As we had had good rains during the previous week (somewhere between 240 and 300mm) we decided to walk at Cubica Heights to see how the Outeniqua Falls looked with a good volume of water. The sky was clear and although it was still pretty warm we set off at a good pace. Soon we were coming across flowering plants: Aspalathus chortophila, Dianthus mooiensis and Dierama igneum as well as a few remnant Exochaenium grande flowering too.

Aspalathus chortophila

Dianthus mooiensis

Dierama igneum

When we reached a spot where we could see the falls and down into the gorge, it was a pretty impressive sight. Unfortunately we were a little late to catch the morning sun on the falls and the contrast made it difficult to get a good photograph.

Outeniqua Falls
We then noticed the sound of a previously unknown set of cascades in a narrow slot on our left and tried to work our way into the forest to see these falls too - disturbing a bee hive on the way. In the forest there were several Clivia robusta in flower.

Clivia robusta

The other waterfall

After managing to find a vantage point where these other falls could be seen, we found a different way out of the forest to avoid further disturbing the bees. We then headed across towards Cubica Heights. On the way we found Cotyledon orbiculata on an exposed ledge and in a small forested edge of the cliffs there were a number of the Rare species Crassula sarmentosa var. integrifolia. Another plant found flowering in these forest patches was Lauridia tetragona, while on the exposed edges we found Euryops brevipapposus.

Cotyledon orbiculata

Crassula sarmentosa

Euryops brevipapposus

Lauridia tetragona
Some of the other sun-loving species we saw along the clifftops were Loxostylis alata, Pelargonium capitatum, and Dolichos sericeus.

Loxostylis alata

Pelargonium capitatum

Dolichos sericeus

There were several Robsonodendron eucleiforme in fruit and the Rapanea melanophloeos were just starting to flower. The Aloe arborescens were also putting on a show.

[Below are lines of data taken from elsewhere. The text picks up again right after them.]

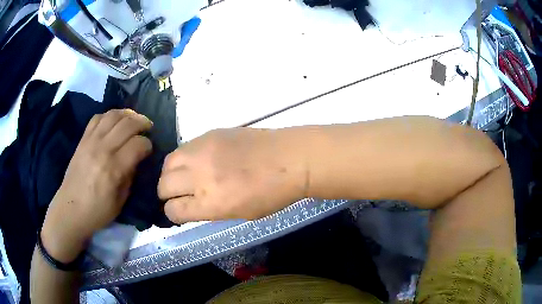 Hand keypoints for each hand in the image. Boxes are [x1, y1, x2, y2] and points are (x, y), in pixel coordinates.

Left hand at [41, 109, 152, 262]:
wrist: (71, 209)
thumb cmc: (97, 211)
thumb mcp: (121, 201)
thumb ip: (130, 177)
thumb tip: (136, 160)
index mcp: (114, 168)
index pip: (138, 144)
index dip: (148, 144)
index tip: (149, 150)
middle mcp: (103, 149)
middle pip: (127, 124)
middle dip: (142, 123)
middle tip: (148, 128)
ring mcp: (91, 141)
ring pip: (113, 115)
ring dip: (127, 114)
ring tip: (134, 119)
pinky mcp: (83, 139)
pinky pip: (97, 118)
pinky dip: (109, 116)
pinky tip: (114, 122)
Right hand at [158, 128, 307, 222]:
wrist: (290, 159)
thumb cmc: (271, 195)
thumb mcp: (239, 214)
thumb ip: (209, 210)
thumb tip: (190, 204)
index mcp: (209, 203)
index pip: (173, 210)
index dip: (174, 213)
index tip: (179, 211)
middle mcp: (199, 176)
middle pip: (163, 185)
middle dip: (166, 194)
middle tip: (178, 195)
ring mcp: (202, 151)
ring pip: (167, 163)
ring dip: (170, 174)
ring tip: (182, 177)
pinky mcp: (208, 134)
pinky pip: (183, 147)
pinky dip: (183, 158)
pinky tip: (195, 162) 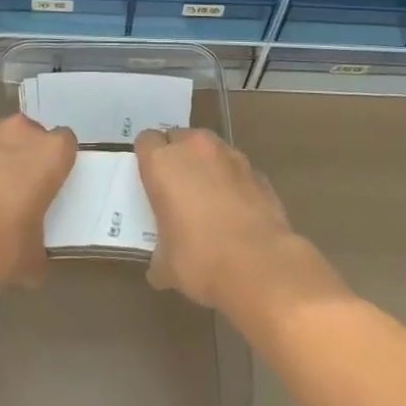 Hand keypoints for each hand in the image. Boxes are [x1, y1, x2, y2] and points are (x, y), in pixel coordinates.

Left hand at [0, 114, 76, 291]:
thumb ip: (39, 252)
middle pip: (32, 138)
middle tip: (23, 194)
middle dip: (28, 159)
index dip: (59, 165)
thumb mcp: (30, 260)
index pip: (66, 145)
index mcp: (51, 152)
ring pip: (1, 142)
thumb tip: (34, 263)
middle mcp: (21, 132)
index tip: (52, 188)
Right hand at [135, 128, 314, 310]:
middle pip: (178, 138)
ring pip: (210, 150)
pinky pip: (236, 170)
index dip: (147, 158)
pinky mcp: (257, 171)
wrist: (260, 265)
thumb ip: (159, 253)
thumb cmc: (200, 259)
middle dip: (177, 157)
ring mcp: (230, 155)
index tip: (149, 180)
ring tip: (208, 199)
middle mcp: (195, 148)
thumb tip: (161, 266)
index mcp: (163, 162)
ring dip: (206, 166)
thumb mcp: (166, 265)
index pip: (146, 141)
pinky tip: (236, 212)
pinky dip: (232, 182)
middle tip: (176, 189)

Robsonodendron eucleiforme

Rapanea melanophloeos

Aloe arborescens

We found some Schefflera umbellifera peeking over the cliff edge and exposing new umbels of flowers, while nearby the Tarchonanthus trilobus were flowering well.

Schefflera umbellifera

Tarchonanthus trilobus flower

On a flat top of some rocks we found Crassula nudicaulis and as we worked our way along the cliff tops we saw Apodytes dimidiata and Rothmannia globosa in fruit. 

Crassula nudicaulis

Apodytes dimidiata in fruit

Rothmannia globosa fruits

We then returned to Beacon Hill to meet the new Manager of the Umtamvuna Nature Reserve, Enoch Mahlangu, so we could fill him in on our activities in the reserve.

Participants: Anne S, Gail B-W, Graham G, Kate G, Maggie M, Uschi T.